• TASK
Which lines below include "nodes"? Copy them all.
*** SOURCE MATERIAL ***
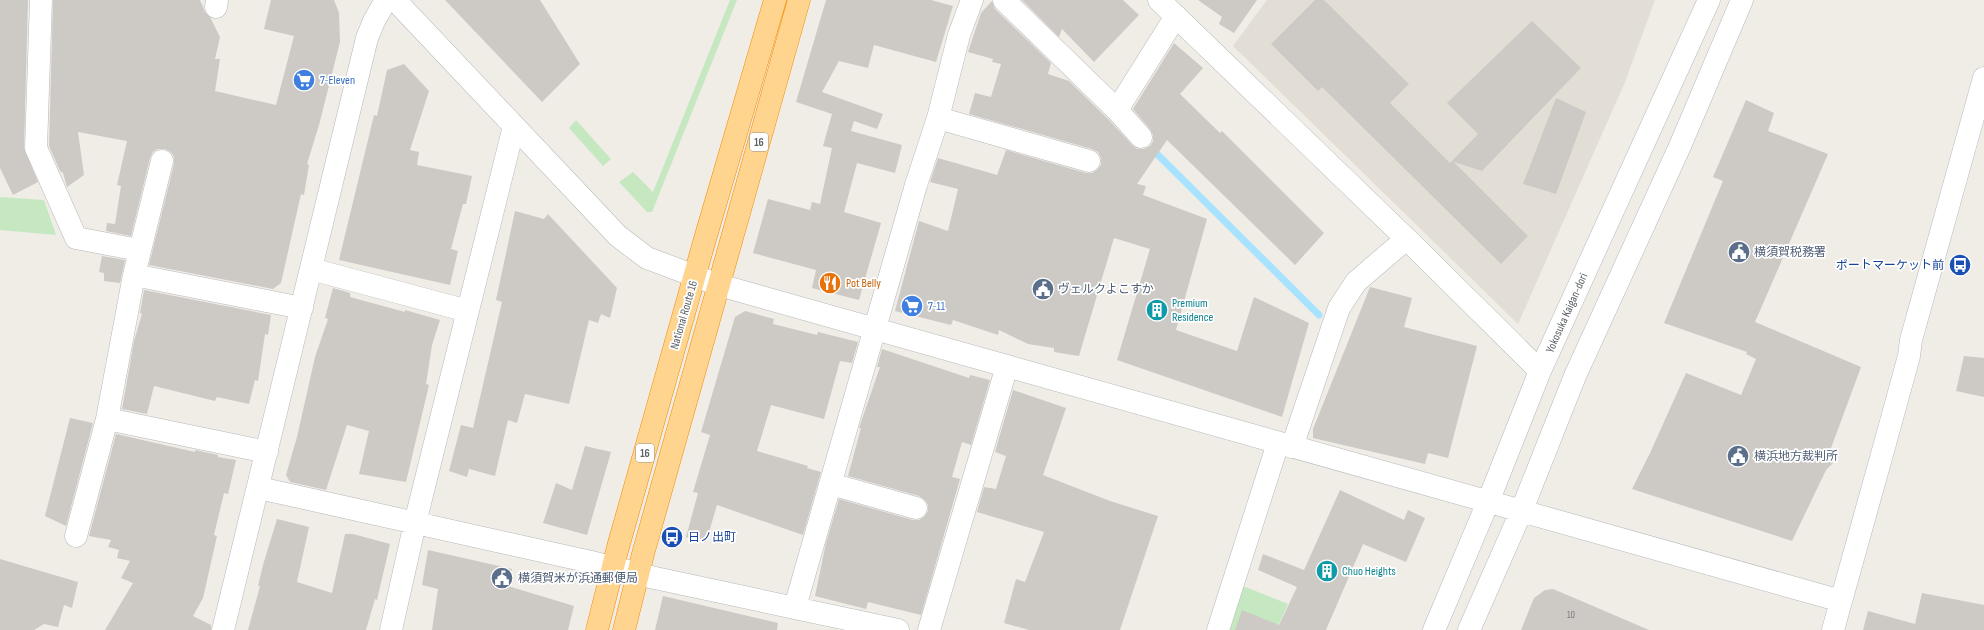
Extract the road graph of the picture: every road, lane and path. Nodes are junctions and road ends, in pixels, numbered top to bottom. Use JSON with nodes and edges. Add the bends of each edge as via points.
{"nodes":[{"id":1,"x":41,"y":0,"type":"edge"},
{"id":2,"x":386,"y":0,"type":"edge"},
{"id":3,"x":395,"y":0,"type":"edge"},
{"id":4,"x":774,"y":0,"type":"edge"},
{"id":5,"x":799,"y":0,"type":"edge"},
{"id":6,"x":972,"y":0,"type":"edge"},
{"id":7,"x":1004,"y":0,"type":"edge"},
{"id":8,"x":1159,"y":0,"type":"edge"},
{"id":9,"x":1709,"y":0,"type":"edge"},
{"id":10,"x":1742,"y":0,"type":"edge"},
{"id":11,"x":1176,"y":16,"type":"junction"},
{"id":12,"x":1984,"y":78,"type":"edge"},
{"id":13,"x":1117,"y":110,"type":"junction"},
{"id":14,"x":938,"y":118,"type":"junction"},
{"id":15,"x":514,"y":126,"type":"junction"},
{"id":16,"x":1141,"y":137,"type":"dead end"},
{"id":17,"x":162,"y":161,"type":"dead end"},
{"id":18,"x":1089,"y":161,"type":"dead end"},
{"id":19,"x":1406,"y":239,"type":"junction"},
{"id":20,"x":140,"y":250,"type":"junction"},
{"id":21,"x":311,"y":269,"type":"junction"},
{"id":22,"x":134,"y":275,"type":"junction"},
{"id":23,"x":695,"y":276,"type":"junction"},
{"id":24,"x":719,"y":285,"type":"junction"},
{"id":25,"x":302,"y":308,"type":"junction"},
{"id":26,"x":468,"y":311,"type":"junction"},
{"id":27,"x":876,"y":330,"type":"junction"},
{"id":28,"x":1007,"y":366,"type":"junction"},
{"id":29,"x":1540,"y":372,"type":"junction"},
{"id":30,"x":107,"y":420,"type":"junction"},
{"id":31,"x":1285,"y":445,"type":"junction"},
{"id":32,"x":267,"y":452,"type":"junction"},
{"id":33,"x":831,"y":484,"type":"junction"},
{"id":34,"x":259,"y":488,"type":"junction"},
{"id":35,"x":1488,"y":502,"type":"junction"},
{"id":36,"x":916,"y":508,"type":"dead end"},
{"id":37,"x":1521,"y":512,"type":"junction"},
{"id":38,"x":415,"y":524,"type":"junction"},
{"id":39,"x":76,"y":536,"type":"dead end"},
{"id":40,"x":613,"y":567,"type":"junction"},
{"id":41,"x":638,"y":574,"type":"junction"},
{"id":42,"x":1841,"y":602,"type":"junction"},
{"id":43,"x":796,"y":607,"type":"junction"},
{"id":44,"x":223,"y":630,"type":"edge"},
{"id":45,"x":391,"y":630,"type":"edge"},
{"id":46,"x":597,"y":630,"type":"edge"},
{"id":47,"x":624,"y":630,"type":"edge"},
{"id":48,"x":898,"y":630,"type":"edge"},
{"id":49,"x":929,"y":630,"type":"edge"},
{"id":50,"x":1218,"y":630,"type":"edge"},
{"id":51,"x":1434,"y":630,"type":"edge"},
{"id":52,"x":1468,"y":630,"type":"edge"},
{"id":53,"x":1833,"y":630,"type":"edge"}],
"edges":[{"from":1,"to":20,"type":"street","via":[[36,148],[76,238]]},
{"from":2,"to":21,"type":"street","via":[[367,38]]},
{"from":3,"to":15,"type":"street"},
{"from":4,"to":23,"type":"highway","name":"National Route 16","number":"16"},
{"from":5,"to":24,"type":"highway","name":"National Route 16","number":"16"},
{"from":6,"to":14,"type":"street","via":[[958,35]]},
{"from":7,"to":13,"type":"street"},
{"from":8,"to":11,"type":"street"},
{"from":9,"to":29,"type":"street","name":"Yokosuka Kaigan-dori"},
{"from":10,"to":37,"type":"street","via":[[1680,146],[1575,376]]},
{"from":11,"to":13,"type":"street"},
{"from":11,"to":19,"type":"street"},
{"from":12,"to":42,"type":"street"},
{"from":13,"to":16,"type":"street"},
{"from":14,"to":18,"type":"street"},
{"from":14,"to":27,"type":"street","via":[[916,185]]},
{"from":15,"to":23,"type":"street","via":[[630,247],[647,258]]},
{"from":15,"to":26,"type":"street"},
{"from":17,"to":20,"type":"street"},
{"from":19,"to":29,"type":"street"},
{"from":19,"to":31,"type":"street","via":[[1356,282],[1339,308]]},
{"from":20,"to":22,"type":"street"},
{"from":21,"to":25,"type":"street"},
{"from":21,"to":26,"type":"street"},
{"from":22,"to":25,"type":"street"},
{"from":22,"to":30,"type":"street"},
{"from":23,"to":24,"type":"street"},
{"from":23,"to":40,"type":"highway","name":"National Route 16","number":"16"},
{"from":24,"to":27,"type":"street"},
{"from":24,"to":41,"type":"highway","name":"National Route 16","number":"16"},
{"from":25,"to":32,"type":"street"},
{"from":26,"to":38,"type":"street"},
{"from":27,"to":28,"type":"street"},
{"from":27,"to":33,"type":"street"},
{"from":28,"to":31,"type":"street"},
{"from":28,"to":49,"type":"street"},
{"from":29,"to":35,"type":"street","name":"Yokosuka Kaigan-dori"},
{"from":30,"to":32,"type":"street"},
{"from":30,"to":39,"type":"street"},
{"from":31,"to":35,"type":"street"},
{"from":31,"to":50,"type":"street"},
{"from":32,"to":34,"type":"street"},
{"from":33,"to":36,"type":"street"},
{"from":33,"to":43,"type":"street"},
{"from":34,"to":38,"type":"street"},
{"from":34,"to":44,"type":"street"},
{"from":35,"to":37,"type":"street"},
{"from":35,"to":51,"type":"street","name":"Yokosuka Kaigan-dori"},
{"from":37,"to":42,"type":"street"},
{"from":37,"to":52,"type":"street"},
{"from":38,"to":40,"type":"street"},
{"from":38,"to":45,"type":"street"},
{"from":40,"to":41,"type":"street"},
{"from":40,"to":46,"type":"highway","name":"National Route 16","number":"16"},
{"from":41,"to":43,"type":"street"},
{"from":41,"to":47,"type":"highway","name":"National Route 16","number":"16"},
{"from":42,"to":53,"type":"street"},
{"from":43,"to":48,"type":"street"}]}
*** End of SOURCE MATERIAL ***
• TASK RESULT
Extract the road graph of the picture: every road, lane and path. Nodes are junctions and road ends, in pixels, numbered top to bottom. Use JSON with nodes and edges. Add the bends of each edge as via points.
{"nodes":[{"id":1,"x":41,"y":0,"type":"edge"},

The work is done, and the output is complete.